- _What you should do_
For the material that follows, tally the lines holding "edges" and give the total alone.

════

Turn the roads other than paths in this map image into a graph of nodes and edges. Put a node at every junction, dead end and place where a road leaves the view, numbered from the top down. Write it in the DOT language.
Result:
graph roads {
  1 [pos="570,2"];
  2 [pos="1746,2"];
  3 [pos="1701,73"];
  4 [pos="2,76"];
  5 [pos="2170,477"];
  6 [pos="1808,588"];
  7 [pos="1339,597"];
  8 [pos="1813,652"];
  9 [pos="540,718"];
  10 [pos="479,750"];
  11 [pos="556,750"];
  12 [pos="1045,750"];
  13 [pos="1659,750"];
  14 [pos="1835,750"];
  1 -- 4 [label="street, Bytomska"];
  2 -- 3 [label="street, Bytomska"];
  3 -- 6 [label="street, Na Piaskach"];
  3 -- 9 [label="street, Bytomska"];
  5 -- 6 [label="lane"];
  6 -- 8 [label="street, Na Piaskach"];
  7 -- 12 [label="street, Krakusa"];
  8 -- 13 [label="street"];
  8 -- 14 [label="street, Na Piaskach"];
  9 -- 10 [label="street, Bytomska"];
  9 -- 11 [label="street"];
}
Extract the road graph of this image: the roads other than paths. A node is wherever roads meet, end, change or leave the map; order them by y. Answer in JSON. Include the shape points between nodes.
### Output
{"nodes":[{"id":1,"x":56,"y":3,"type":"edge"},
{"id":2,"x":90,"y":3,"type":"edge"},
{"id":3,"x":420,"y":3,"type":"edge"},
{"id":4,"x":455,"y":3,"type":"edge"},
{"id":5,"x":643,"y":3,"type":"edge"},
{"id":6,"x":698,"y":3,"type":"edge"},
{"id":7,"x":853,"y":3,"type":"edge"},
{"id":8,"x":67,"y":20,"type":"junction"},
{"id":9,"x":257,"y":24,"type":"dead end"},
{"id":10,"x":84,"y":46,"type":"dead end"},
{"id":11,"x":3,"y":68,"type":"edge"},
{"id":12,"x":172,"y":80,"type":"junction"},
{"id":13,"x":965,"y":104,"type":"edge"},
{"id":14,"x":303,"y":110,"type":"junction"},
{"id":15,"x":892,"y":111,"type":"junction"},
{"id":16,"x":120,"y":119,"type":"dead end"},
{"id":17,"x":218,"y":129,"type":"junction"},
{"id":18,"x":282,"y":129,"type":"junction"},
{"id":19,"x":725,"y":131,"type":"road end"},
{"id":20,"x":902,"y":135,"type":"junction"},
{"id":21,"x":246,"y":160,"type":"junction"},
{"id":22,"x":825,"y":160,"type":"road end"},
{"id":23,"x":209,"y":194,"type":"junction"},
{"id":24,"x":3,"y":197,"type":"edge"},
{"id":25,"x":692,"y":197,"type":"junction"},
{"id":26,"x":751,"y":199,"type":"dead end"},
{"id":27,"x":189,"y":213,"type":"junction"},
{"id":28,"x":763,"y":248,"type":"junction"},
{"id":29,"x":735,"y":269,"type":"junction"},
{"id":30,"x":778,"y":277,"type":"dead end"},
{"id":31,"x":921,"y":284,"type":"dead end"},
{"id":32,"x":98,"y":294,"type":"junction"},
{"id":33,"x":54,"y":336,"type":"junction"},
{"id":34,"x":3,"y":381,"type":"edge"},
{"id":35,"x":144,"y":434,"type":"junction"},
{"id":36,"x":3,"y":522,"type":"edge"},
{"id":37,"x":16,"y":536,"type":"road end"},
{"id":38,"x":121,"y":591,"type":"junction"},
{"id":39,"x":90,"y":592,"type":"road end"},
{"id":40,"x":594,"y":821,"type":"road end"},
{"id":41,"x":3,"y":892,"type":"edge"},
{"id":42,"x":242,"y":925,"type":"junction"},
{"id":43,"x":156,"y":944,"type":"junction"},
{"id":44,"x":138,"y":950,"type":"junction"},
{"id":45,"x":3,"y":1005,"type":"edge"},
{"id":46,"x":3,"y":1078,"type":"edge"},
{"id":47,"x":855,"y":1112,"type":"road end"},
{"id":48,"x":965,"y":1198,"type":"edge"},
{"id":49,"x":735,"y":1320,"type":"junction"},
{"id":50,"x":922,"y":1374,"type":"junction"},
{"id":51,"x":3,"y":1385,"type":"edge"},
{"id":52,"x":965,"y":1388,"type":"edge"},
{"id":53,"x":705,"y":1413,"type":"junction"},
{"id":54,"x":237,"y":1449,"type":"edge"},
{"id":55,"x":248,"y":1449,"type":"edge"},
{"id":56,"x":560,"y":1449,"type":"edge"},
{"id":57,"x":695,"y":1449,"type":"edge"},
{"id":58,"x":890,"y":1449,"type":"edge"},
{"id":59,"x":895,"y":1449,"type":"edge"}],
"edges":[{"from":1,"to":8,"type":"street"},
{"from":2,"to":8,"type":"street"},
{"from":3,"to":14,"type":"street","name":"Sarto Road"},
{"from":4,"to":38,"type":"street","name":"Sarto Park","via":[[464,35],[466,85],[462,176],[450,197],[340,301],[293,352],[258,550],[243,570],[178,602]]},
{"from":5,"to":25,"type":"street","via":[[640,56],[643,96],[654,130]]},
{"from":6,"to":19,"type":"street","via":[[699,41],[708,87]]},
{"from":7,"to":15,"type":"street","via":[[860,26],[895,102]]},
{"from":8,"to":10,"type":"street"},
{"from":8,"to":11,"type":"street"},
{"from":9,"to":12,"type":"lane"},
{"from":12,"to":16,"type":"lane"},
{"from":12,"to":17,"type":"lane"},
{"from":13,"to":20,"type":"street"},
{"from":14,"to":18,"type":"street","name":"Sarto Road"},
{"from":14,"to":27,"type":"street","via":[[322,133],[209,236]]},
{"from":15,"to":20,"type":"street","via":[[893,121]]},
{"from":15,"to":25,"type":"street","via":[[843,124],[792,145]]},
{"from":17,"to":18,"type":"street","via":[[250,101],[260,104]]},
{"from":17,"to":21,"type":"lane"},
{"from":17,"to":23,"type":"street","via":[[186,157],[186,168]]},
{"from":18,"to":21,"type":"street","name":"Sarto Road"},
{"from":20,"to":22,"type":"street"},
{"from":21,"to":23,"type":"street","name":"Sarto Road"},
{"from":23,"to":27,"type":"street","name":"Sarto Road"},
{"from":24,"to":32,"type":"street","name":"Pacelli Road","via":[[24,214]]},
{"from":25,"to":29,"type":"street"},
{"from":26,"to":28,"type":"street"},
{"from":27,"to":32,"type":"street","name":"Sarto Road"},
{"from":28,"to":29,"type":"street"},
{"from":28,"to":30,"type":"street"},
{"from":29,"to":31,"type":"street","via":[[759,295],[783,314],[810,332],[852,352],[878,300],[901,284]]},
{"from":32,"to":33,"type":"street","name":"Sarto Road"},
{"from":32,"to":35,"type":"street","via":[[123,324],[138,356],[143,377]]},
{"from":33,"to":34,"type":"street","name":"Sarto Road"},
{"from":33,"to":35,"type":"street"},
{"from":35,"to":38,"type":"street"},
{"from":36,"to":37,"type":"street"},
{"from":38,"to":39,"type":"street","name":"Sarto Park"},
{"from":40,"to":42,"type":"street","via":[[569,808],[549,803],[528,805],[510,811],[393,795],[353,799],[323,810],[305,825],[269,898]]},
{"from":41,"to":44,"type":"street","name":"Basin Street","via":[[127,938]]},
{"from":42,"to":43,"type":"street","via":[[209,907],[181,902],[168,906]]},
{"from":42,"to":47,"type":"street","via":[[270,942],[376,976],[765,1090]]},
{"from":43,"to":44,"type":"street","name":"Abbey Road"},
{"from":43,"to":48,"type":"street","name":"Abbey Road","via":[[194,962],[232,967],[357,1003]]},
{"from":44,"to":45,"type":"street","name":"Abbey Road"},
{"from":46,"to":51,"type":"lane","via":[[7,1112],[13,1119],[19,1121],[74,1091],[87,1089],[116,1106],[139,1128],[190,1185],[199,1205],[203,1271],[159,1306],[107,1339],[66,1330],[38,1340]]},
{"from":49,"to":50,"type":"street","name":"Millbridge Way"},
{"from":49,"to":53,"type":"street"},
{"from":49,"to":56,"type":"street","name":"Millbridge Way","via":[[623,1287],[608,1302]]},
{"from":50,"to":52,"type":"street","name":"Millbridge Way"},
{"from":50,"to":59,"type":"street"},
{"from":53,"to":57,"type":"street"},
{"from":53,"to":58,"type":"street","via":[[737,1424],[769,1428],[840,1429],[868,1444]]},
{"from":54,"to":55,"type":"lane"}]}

════

- _Written answer_
2